Background
1Carnegie Mellon University
2Field AI

Abstract

Recent advances in video world modeling have enabled large-scale generative models to simulate embodied environments with high visual fidelity, providing strong priors for prediction, planning, and control. Yet, despite their realism, these models often lack geometric grounding, limiting their use in navigation tasks that require spatial coherence and long-horizon stability. We introduce Reinforcement Learning with World Grounding (RLWG), a self-supervised post-training framework that aligns pretrained world models with a physically verifiable structure through geometric and perceptual rewards.
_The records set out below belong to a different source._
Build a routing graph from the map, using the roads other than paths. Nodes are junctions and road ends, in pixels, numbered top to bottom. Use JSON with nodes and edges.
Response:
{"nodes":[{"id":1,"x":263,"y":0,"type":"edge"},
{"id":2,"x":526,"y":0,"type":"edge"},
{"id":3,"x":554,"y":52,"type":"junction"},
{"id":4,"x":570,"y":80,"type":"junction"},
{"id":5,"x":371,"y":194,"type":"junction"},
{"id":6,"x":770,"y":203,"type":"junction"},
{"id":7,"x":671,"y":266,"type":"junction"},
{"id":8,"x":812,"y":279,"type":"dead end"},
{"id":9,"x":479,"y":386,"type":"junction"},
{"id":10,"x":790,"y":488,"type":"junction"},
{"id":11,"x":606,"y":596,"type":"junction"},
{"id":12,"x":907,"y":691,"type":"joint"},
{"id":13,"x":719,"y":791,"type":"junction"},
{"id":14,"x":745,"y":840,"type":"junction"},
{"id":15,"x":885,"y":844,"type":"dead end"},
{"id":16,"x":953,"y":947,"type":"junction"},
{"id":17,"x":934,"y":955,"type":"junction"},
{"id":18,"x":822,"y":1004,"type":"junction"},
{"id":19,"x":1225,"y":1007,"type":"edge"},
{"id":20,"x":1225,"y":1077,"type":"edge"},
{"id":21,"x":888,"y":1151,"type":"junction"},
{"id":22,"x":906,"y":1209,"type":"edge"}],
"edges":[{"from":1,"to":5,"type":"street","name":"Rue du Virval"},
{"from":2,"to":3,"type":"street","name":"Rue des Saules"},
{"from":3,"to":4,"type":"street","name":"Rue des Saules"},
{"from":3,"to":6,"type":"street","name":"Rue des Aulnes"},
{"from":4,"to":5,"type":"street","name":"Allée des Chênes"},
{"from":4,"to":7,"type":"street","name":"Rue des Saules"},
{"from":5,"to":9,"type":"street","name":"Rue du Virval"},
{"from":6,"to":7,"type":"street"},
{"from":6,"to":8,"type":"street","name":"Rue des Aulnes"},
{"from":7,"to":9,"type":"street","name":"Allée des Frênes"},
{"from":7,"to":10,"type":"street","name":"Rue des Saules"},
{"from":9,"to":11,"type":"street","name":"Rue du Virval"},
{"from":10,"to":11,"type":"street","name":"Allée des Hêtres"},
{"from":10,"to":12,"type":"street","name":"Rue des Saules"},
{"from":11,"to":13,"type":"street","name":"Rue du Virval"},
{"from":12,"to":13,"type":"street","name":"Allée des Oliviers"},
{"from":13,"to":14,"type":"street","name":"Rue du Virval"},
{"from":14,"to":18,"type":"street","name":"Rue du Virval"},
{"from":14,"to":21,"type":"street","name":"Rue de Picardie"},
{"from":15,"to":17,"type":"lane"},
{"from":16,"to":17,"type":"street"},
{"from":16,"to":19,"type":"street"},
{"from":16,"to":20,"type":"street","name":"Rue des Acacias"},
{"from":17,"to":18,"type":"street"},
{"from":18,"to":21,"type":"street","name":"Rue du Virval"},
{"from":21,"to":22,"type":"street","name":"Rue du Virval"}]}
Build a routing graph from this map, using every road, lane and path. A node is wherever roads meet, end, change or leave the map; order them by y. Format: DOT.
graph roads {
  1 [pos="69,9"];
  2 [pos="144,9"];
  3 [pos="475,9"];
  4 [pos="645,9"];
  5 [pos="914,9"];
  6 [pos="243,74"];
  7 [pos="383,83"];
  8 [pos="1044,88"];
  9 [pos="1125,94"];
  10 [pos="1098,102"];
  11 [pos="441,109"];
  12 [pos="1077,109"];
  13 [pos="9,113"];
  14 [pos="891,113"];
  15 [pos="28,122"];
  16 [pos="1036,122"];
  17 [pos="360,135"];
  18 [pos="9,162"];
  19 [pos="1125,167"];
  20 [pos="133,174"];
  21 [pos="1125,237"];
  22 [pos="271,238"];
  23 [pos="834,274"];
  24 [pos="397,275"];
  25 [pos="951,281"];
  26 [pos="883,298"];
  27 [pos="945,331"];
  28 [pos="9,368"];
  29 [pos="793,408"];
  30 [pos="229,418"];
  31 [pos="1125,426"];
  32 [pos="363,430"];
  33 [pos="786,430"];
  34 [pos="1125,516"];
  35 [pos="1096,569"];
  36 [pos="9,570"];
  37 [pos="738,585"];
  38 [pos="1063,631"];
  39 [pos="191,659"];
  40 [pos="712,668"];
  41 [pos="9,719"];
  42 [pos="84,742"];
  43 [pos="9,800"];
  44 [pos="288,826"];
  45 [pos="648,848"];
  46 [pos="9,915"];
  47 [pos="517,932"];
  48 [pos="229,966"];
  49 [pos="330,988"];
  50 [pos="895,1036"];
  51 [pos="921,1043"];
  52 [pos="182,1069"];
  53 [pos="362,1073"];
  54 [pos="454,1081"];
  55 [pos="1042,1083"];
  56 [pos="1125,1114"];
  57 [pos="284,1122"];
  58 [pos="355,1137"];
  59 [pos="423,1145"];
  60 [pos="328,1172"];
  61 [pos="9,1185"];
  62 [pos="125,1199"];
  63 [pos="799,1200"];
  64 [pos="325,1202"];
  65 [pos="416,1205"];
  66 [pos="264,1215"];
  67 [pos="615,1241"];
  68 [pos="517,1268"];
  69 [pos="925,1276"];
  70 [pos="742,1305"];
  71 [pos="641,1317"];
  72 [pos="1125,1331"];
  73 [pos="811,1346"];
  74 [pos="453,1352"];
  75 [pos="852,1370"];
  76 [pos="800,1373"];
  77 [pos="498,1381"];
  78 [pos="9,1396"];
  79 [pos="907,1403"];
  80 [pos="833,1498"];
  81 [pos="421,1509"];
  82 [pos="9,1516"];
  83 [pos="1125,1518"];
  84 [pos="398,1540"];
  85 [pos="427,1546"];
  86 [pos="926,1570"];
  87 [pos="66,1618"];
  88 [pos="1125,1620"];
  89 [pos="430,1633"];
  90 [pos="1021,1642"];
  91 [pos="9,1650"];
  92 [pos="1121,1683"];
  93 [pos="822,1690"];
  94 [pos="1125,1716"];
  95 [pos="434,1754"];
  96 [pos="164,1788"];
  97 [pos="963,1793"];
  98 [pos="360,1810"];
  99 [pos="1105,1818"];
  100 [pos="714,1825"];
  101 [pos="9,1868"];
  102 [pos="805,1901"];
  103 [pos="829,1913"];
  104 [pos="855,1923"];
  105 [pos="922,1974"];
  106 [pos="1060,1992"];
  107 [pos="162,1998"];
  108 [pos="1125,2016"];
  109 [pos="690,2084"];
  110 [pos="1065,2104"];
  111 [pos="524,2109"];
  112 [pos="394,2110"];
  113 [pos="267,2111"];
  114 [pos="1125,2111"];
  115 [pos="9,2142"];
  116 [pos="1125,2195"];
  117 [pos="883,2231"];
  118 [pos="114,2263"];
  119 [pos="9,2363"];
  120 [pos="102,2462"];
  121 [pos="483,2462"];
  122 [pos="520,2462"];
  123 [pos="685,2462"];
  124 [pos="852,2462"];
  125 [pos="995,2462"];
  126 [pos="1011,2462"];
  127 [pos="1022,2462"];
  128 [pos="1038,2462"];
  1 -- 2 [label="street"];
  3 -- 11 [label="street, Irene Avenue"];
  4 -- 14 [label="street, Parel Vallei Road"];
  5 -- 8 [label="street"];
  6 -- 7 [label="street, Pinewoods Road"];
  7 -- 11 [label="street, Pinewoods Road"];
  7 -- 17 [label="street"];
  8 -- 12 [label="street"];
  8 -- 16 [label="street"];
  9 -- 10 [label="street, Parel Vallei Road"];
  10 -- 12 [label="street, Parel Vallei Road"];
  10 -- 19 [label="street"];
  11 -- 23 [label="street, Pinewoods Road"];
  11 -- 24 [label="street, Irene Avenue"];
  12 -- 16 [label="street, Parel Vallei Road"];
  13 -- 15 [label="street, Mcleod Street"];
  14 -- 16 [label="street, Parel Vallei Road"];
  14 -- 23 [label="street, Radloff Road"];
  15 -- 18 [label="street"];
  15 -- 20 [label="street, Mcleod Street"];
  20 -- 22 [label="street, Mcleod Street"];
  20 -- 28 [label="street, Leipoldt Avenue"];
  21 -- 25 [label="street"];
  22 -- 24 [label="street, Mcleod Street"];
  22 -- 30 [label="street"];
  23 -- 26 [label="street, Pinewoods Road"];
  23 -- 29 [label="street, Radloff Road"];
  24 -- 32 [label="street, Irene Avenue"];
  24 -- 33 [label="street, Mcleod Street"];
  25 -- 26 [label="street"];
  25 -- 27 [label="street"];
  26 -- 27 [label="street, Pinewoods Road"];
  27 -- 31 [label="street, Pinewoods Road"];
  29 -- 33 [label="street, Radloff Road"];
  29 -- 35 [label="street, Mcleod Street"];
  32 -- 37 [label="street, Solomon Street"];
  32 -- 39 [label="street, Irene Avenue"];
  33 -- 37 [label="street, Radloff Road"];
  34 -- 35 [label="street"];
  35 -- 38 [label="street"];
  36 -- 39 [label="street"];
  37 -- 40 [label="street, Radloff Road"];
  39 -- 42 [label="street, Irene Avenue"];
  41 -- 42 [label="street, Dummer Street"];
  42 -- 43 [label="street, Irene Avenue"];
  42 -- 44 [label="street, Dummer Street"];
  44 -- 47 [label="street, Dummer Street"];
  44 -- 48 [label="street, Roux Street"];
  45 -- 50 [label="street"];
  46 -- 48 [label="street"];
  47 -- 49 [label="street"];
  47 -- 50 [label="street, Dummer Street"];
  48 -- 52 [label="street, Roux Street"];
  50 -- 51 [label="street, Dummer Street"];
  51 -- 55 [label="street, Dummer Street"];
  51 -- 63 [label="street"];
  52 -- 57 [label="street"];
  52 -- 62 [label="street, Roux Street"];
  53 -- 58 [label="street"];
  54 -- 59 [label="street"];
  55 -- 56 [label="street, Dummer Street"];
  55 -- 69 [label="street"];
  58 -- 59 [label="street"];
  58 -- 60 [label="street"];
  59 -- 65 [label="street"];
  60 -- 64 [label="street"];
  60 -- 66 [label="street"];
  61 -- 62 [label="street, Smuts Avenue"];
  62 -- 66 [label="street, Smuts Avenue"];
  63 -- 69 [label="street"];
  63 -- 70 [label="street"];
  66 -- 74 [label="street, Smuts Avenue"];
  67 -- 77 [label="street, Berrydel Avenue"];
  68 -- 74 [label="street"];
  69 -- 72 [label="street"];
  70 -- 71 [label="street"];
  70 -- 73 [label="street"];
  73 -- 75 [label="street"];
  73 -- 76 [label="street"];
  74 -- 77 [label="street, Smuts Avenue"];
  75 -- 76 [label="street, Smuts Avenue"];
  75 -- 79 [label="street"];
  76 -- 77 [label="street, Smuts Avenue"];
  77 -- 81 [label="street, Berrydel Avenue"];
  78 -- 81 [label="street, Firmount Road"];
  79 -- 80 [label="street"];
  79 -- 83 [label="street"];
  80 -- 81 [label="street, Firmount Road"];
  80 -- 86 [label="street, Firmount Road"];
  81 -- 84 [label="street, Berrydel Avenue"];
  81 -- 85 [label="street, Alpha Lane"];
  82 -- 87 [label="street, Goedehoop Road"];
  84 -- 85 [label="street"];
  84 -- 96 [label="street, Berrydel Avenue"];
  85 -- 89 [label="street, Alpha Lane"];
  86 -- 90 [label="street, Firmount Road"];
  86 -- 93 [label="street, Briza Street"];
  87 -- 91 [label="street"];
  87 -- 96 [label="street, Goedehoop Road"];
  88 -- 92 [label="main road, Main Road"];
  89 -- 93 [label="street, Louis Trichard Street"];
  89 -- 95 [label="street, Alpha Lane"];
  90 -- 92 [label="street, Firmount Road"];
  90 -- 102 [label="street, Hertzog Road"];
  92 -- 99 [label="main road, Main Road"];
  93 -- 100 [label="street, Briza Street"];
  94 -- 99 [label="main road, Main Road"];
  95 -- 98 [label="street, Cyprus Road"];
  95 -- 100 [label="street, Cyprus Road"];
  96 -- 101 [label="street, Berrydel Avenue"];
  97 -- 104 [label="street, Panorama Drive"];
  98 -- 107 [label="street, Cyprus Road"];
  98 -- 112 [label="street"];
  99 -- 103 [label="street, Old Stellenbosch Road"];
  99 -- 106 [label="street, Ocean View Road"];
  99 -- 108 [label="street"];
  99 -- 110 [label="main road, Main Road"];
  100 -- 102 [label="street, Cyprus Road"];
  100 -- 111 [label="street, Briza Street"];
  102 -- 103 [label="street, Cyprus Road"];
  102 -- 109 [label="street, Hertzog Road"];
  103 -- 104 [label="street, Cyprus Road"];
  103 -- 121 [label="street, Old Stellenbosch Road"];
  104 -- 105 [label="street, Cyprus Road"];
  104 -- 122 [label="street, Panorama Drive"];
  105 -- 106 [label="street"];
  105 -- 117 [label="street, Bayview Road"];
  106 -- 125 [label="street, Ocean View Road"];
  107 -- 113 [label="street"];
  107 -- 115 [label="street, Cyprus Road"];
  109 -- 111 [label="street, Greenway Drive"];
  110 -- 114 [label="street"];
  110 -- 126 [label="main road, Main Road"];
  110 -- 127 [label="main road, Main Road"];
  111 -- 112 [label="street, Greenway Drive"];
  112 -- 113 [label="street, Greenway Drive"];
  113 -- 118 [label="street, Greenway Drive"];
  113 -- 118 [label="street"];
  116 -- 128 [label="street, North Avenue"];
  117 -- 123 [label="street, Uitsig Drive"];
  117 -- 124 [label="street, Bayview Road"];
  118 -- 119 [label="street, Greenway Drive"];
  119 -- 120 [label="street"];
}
Analogous to reinforcement learning from verifiable feedback (RLVR) in language models, RLWG can use multiple rewards that measure pose cycle-consistency, depth reprojection, and temporal coherence. We instantiate this framework with GrndCtrl, a reward-aligned adaptation method based on Group Relative Policy Optimization (GRPO), yielding world models that maintain stable trajectories, consistent geometry, and reliable rollouts for embodied navigation. Like post-training alignment in large language models, GrndCtrl leverages verifiable rewards to bridge generative pretraining and grounded behavior, achieving superior spatial coherence and navigation stability over supervised fine-tuning in outdoor environments.

Overview

Reinforcement Learning with World Grounding (RLWG) addresses geometric inconsistencies in pretrained video world models through self-supervised post-training with verifiable rewards. Instead of reconstruction losses, RLWG grounds models using geometric and perceptual rewards from frozen evaluators.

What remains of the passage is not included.